La représente de la Banque mondiale, Mme Soukeyna Kane, a dénoncé la tragédie de la migration illégale, avant de mettre l’accent sur l’apport des migrants, comme au Mali où les transferts dépassent de loin le montant total de l’aide au développement.
Une affirmation appuyée par l’ambassadeur de la France au Mali, Joël Meyer, qui a salué la diaspora malienne pour sa contribution à l’économie du pays. Le patron de la MINUSMA, Annadif Mahamat Saheh, a également mis en exergue les bienfaits de la migration, une «source de richesses économiques depuis la nuit des temps».
Dans son intervention, le Premier ministre a fait savoir que la migration, au même titre que les questions de paix et de sécurité, est un des sujets prioritaires dans la gouvernance actuelle.
Selon Soumeylou Boubèye Maïga, la règle de tout temps a été la mobilité et non le confinement. «Alors pourquoi la migration suscite autant de débats, pourquoi cristallise-t-elle autant de peur et d’angoisse surtout dans les pays d’accueil ?», a-t-il questionné.

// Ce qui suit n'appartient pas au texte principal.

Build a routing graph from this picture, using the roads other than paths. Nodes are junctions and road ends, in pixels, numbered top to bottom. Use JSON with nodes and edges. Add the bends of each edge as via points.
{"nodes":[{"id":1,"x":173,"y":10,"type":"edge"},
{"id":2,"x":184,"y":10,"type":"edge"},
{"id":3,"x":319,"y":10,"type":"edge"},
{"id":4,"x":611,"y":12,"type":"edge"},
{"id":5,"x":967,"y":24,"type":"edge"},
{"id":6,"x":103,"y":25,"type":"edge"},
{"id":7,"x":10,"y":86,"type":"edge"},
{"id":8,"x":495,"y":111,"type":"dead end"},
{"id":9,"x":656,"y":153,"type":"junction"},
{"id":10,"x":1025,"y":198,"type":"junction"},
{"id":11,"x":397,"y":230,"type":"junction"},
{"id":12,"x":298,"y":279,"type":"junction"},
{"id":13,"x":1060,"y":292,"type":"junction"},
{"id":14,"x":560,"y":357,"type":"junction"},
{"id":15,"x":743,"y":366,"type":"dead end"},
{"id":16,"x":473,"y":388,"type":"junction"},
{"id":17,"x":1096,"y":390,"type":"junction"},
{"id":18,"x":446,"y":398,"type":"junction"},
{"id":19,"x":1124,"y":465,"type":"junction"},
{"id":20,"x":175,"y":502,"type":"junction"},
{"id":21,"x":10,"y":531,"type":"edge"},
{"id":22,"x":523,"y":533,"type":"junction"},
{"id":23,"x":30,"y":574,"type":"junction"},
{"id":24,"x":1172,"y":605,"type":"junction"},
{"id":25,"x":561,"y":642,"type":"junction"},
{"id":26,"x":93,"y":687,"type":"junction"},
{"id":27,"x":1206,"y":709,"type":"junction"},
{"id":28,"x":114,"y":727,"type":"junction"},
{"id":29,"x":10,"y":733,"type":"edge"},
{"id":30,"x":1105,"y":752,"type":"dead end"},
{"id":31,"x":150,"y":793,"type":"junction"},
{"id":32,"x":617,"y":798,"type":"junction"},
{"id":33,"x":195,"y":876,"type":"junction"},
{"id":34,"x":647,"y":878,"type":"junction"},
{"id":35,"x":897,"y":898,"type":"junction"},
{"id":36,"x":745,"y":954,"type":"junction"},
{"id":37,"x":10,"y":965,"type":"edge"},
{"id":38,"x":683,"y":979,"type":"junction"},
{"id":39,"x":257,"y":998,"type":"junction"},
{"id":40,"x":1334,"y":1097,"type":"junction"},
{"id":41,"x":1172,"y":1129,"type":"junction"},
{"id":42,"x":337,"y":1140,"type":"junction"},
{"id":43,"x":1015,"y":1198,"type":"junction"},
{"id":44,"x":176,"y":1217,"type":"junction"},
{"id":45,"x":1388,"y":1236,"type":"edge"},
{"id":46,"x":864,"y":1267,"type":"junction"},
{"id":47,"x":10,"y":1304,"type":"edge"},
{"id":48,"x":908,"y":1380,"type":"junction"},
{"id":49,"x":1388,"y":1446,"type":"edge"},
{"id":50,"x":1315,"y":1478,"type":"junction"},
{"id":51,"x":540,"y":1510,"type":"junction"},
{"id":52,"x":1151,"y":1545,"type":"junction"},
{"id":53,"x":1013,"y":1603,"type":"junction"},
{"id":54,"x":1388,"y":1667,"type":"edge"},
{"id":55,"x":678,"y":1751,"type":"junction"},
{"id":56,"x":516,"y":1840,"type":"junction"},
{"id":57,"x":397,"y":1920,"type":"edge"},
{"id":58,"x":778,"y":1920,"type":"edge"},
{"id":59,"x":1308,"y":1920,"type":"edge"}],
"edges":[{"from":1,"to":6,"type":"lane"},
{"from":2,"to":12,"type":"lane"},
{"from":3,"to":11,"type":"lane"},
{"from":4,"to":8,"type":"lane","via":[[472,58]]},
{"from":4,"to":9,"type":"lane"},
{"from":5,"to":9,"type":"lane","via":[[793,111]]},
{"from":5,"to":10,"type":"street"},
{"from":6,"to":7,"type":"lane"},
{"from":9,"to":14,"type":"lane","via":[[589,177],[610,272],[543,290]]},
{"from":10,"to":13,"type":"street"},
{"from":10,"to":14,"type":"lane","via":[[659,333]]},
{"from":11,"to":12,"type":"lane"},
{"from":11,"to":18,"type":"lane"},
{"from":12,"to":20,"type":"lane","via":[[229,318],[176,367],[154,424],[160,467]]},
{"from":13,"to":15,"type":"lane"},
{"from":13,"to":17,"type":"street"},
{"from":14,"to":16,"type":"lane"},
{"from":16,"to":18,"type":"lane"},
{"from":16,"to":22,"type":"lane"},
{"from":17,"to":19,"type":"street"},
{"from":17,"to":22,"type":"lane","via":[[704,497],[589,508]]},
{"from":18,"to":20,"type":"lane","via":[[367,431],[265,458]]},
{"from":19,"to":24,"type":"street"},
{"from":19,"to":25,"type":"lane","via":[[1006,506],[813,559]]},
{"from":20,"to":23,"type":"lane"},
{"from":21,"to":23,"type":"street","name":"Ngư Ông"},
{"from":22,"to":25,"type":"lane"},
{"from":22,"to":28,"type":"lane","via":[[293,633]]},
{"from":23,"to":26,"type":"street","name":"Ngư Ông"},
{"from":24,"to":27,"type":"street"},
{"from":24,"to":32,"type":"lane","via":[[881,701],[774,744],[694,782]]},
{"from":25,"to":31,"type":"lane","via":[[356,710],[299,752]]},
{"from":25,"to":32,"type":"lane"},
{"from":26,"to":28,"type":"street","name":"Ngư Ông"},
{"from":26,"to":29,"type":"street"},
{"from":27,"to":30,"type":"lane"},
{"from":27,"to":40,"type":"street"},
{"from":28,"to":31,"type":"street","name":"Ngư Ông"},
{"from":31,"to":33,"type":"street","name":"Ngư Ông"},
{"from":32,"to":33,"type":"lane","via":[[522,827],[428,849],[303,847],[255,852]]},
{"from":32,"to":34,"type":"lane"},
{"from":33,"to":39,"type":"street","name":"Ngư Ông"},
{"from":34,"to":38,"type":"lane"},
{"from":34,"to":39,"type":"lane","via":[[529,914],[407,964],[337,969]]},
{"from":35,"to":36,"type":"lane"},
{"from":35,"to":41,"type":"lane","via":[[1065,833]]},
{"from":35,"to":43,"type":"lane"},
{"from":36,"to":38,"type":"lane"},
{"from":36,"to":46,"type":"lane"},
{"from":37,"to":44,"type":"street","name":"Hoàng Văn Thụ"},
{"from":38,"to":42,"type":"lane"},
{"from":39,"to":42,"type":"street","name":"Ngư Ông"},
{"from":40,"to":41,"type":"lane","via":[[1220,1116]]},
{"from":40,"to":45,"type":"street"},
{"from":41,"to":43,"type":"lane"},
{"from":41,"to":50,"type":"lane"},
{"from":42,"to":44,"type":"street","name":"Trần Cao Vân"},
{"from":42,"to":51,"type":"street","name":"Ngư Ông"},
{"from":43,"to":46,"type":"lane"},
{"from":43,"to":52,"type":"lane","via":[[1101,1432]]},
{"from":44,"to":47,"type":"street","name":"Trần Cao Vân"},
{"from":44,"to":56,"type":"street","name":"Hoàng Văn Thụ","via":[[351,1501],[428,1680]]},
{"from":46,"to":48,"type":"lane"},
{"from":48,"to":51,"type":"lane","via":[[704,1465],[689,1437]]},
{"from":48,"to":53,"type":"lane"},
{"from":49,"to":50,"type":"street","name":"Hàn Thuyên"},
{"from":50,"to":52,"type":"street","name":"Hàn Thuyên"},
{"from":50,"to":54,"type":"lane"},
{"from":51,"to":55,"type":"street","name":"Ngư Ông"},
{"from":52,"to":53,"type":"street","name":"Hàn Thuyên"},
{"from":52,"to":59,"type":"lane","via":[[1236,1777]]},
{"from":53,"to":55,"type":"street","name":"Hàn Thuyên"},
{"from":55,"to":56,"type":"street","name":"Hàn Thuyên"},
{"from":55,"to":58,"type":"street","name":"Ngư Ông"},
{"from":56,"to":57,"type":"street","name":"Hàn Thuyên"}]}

Par ailleurs, le chef du gouvernement a rappelé que l’année 2015 est considérée comme celle de la crise migratoire en Europe. Cette année-là, l’attention médiatique a surtout été portée sur les migrants d’Afrique subsaharienne, avec un cortège de drames en mer.
Cet afflux a profondément bouleversé la politique d’asile en Europe où, face à l’ampleur du phénomène, l’UE et le continent africain ont convenu au sommet de la Valette de travailler de concert à travers des interventions d’urgence. Ce partenariat a débouché notamment sur la création du Fonds fiduciaire d’urgence pour l’Afrique. Trois ans après, ce Fonds, qui a suscité tant d’espoir, semble manqué d’efficacité. La lutte contre les causes profondes du phénomène, premier axe du plan d’actions de la Valette, n’a à ce jour pu mobiliser les ressources nécessaires.
Aussi, le Premier ministre a rappelé que le Mali est au cœur de la question migratoire. C’est pourquoi notre pays a noué des partenariats bilatéraux et multilatéraux. Le gouvernement envisage d’adopter, très prochainement, les textes qui vont consacrer la création d’un Observatoire national de la migration. Il a aussi évoqué la Politique nationale de la migration, dont l’ambition est de faire comprendre à nos jeunes que leur eldorado se trouve d’abord au Mali.
Le Forum, qui se poursuivra jusqu’au 23 février, est structuré en six sessions plénières thématiques pour mieux gérer le temps, couvrir toutes les problématiques essentielles et mieux orienter les débats. Au cours de cette 19è édition, à la demande des partenaires, il est prévu des activités connexes comme le forum genre et développement, les diners débat, les projections de film, les plateaux TV.